Críticas de Dilma ao Irã agrada ONGs e europeus
Presidente eleita declarou em entrevista que a decisão do Itamaraty de se abster em uma resolução na ONU que condenava o apedrejamento foi um erro
Jamil Chade, Estadão.com
Países europeus e ONGs na ONU comemoram as declarações da presidente eleita, Dilma Rousseff, de que estaria disposta a mudar o padrão de votação do País em resoluções que tratem das violações aos direitos humanos no Irã.
Para governos, os comentários de Dilma ainda mostram o crescente isolamento que vive o Irã. Mas pedem que a mudança não se limite a temas relacionados com a situação da mulher e que todos os temas de direitos humanos recebam uma nova atenção do novo governo.
No domingo, Dilma declarou em uma entrevista ao The Washington Post que a decisão do Itamaraty de se abster em uma resolução na ONU que condenava o apedrejamento foi um erro.
Há apenas uma semana, o chanceler Celso Amorim havia defendido a opção de abstenção do Brasil, alegando que ele não votava "nem para agradar a imprensa e nem certas ONGs".
Pelas declarações, porém, quem não gostou foi a própria presidente eleita.
Na Comissão Europeia, as declarações de Dilma foram também muito bem recebidas e uma mudança na posição do Brasil era esperada há anos.
"O Brasil é uma democracia que tem um papel fundamental hoje nas relações internacionais. Estamos ansiosos para começar a trabalhar com a nova presidente", afirmou Bruxelas, em um e-mail enviado ao Estado.

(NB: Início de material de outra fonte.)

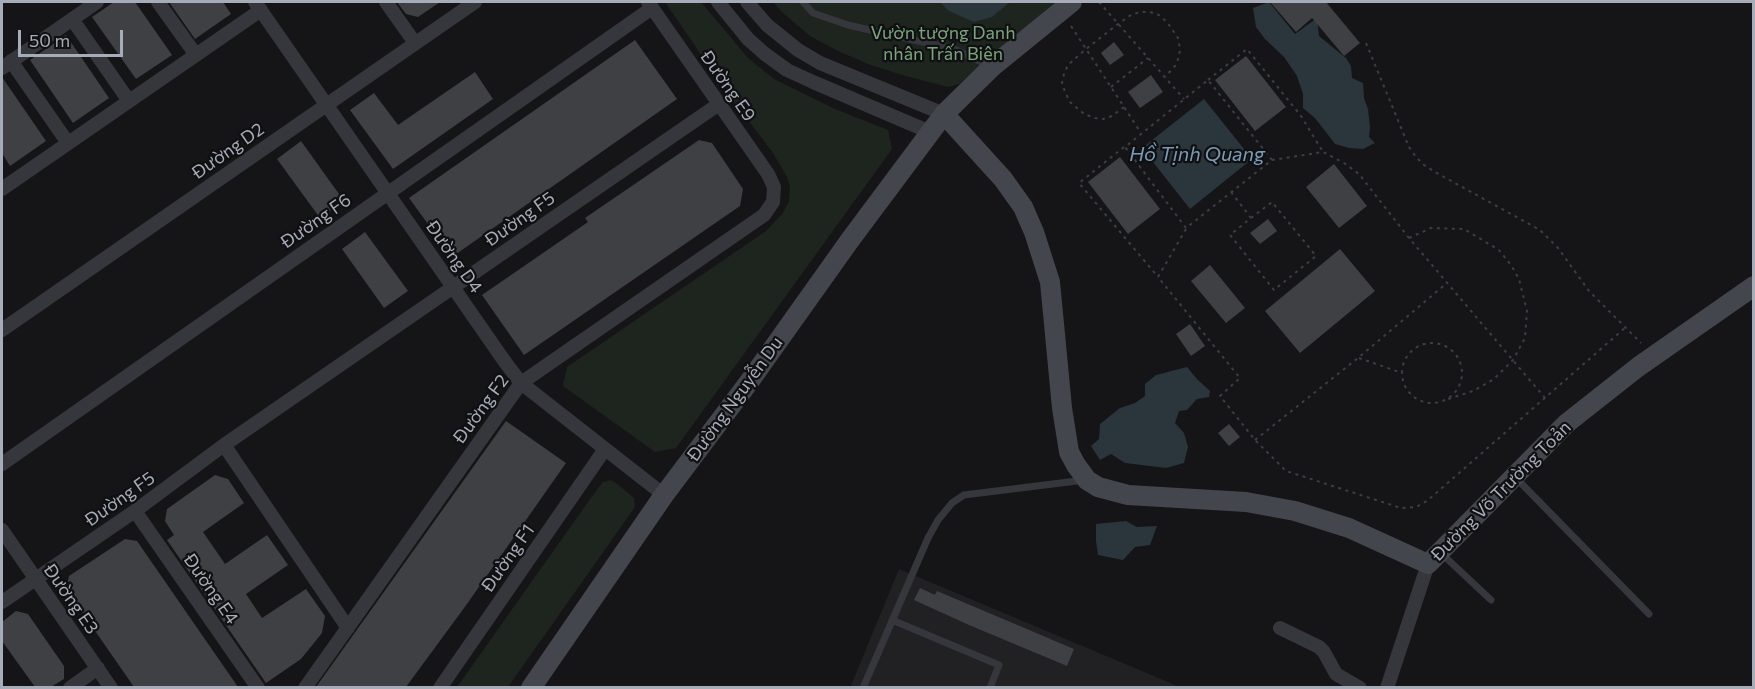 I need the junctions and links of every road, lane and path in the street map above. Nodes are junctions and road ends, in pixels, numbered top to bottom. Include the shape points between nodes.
1 (97, 2) edge
2 (158, 2) edge
3 (386, 2) edge
4 (475, 2) edge
5 (718, 2) edge
6 (747, 2) edge
7 (803, 2) edge
8 (1100, 2) edge
9 (650, 5) edge
10 (258, 6) edge
11 (1067, 6) edge
12 (72, 19) junction
13 (1118, 24) junction
14 (415, 43) junction
15 (1366, 43) dead end
16 (1086, 49) junction
17 (196, 55) junction
18 (1148, 58) junction
19 (6, 65) edge
20 (992, 67) junction
21 (1165, 77) junction
22 (1208, 80) junction
23 (1111, 87) junction
24 (1184, 99) junction
25 (129, 101) junction
26 (719, 104) junction
27 (326, 105) junction
28 (1124, 107) junction
29 (944, 114) junction
30 (930, 132) junction
31 (1141, 133) junction
32 (68, 143) junction
33 (1125, 147) junction
34 (1323, 152) junction
35 (1272, 160) junction
36 (2, 187) edge
37 (1231, 192) junction
38 (388, 193) junction
39 (774, 194) joint
40 (1251, 218) junction
41 (1186, 228) junction
42 (1409, 238) junction
43 (1158, 277) junction
44 (1447, 283) junction
45 (1754, 286) edge
46 (453, 288) junction
47 (2, 327) edge
48 (1626, 327) junction
49 (1654, 356) junction
50 (1358, 358) junction
51 (1514, 360) junction
52 (1402, 373) junction
53 (521, 383) junction
54 (1545, 398) junction
55 (1445, 400) junction
56 (1255, 440) junction
57 (224, 445) junction
58 (605, 449) junction
59 (2, 464) edge
60 (1514, 476) junction
61 (1087, 480) junction
62 (664, 495) junction
63 (135, 511) junction
64 (2, 530) edge
65 (1434, 558) junction
66 (35, 579) junction
67 (1491, 600) dead end
68 (2, 602) edge
69 (1650, 614) dead end
70 (892, 620) junction
71 (348, 628) junction
72 (1280, 628) dead end
73 (98, 669) junction
74 (70, 687) edge
75 (111, 687) edge
76 (258, 687) edge
77 (305, 687) edge
78 (440, 687) edge
79 (531, 687) edge
80 (863, 687) edge
81 (990, 687) edge
82 (1360, 687) edge
83 (1387, 687) edge

1 - 12 street
2 - 17 street
3 - 14 street
4 - 14 street, Đường D2
5 - 30 street via 748,39 787,70
6 - 29 street via 781,38 813,58
7 - 20 lane via 813,13 954,49
8 - 13 path
9 - 26 street, Đường E9
9 - 38 street, Đường F6
10 - 17 street
10 - 27 street, Đường D4
11 - 16 path
11 - 20 main road, Đường Nguyễn Du
12 - 19 street
12 - 25 street
13 - 16 path
13 - 18 path
13 - 21 path via 1140,12 1159,15 1167,22 1180,49 1175,66
14 - 27 street, Đường D2
15 - 48 path via 1416,157 1435,172 1540,230 1589,291
16 - 23 path
16 - 28 path via 1064,74 1062,83 1070,102 1084,114 1103,119
17 - 25 street
18 - 21 path
18 - 23 path
19 - 32 street
20 - 29 main road, Đường Nguyễn Du
21 - 24 path
22 - 24 path
22 - 34 path via 1247,49
22 - 35 path
23 - 28 path
24 - 31 path
25 - 32 street
26 - 39 street, Đường E9 via 768,174
26 - 46 street, Đường F5
27 - 38 street, Đường D4
27 - 47 street, Đường D2
28 - 31 path
29 - 30 main road, Đường Nguyễn Du
29 - 61 main road via 1003,179 1023,207 1034,232 1050,282 1069,452
30 - 62 main road, Đường Nguyễn Du
31 - 33 path
32 - 36 street
33 - 41 path
33 - 43 path via 1079,183
34 - 35 path
34 - 42 path via 1352,168
35 - 37 path
37 - 40 path
37 - 41 path
38 - 46 street, Đường D4
38 - 59 street, Đường F6
39 - 53 street, Đường F2 via 764,215
40 - 40 path via 1230,236 1274,290 1316,256 1272,201
41 - 43 path
42 - 44 path
42 - 51 path via 1431,228 1464,229 1499,250 1518,279 1527,311 1525,338
43 - 56 path via 1240,378 1220,396
44 - 50 path
44 - 51 path
45 - 49 main road, Đường Võ Trường Toản
46 - 53 street, Đường D4
46 - 57 street, Đường F5
48 - 49 path
48 - 54 path
49 - 60 main road, Đường Võ Trường Toản via 1567,423
50 - 52 path
50 - 56 path
51 - 54 path
51 - 55 path via 1494,379
52 - 55 path via 1403,383 1416,399 1435,404
52 - 55 path via 1408,354 1416,347 1435,343 1453,351 1459,359 1462,377 1459,387
53 - 58 street, Đường D4
53 - 71 street, Đường F2
54 - 56 path via 1416,507 1401,508 1286,471
57 - 63 street, Đường F5
57 - 71 street
58 - 62 street, Đường D4
58 - 78 street, Đường F1
60 - 65 main road, Đường Võ Trường Toản
60 - 69 lane
61 - 65 main road, Đường Võ Trường Toản via 1128,495 1246,502 1295,511
61 - 70 lane via 964,495 952,503 928,538
62 - 79 main road, Đường Nguyễn Du
63 - 66 street, Đường F5
63 - 76 street, Đường E4
64 - 66 street, Đường E3
65 - 67 lane
65 - 83 street
66 - 68 street, Đường F5
66 - 73 street, Đường E3
70 - 80 lane
70 - 81 lane via 999,665
71 - 77 street, Đường F2
72 - 82 street via 1319,647 1336,674
73 - 74 street
73 - 75 street, Đường E3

Nos bastidores, diplomatas europeus esperam que a declaração seja o início de uma mudança no posicionamento do Brasil, admitindo não apenas a necessidade de dialogar com os iranianos, mas também a necessidade de usar esse canal aberto com Teerã para pressionar o governo por modificações na proteção de direitos humanos no país.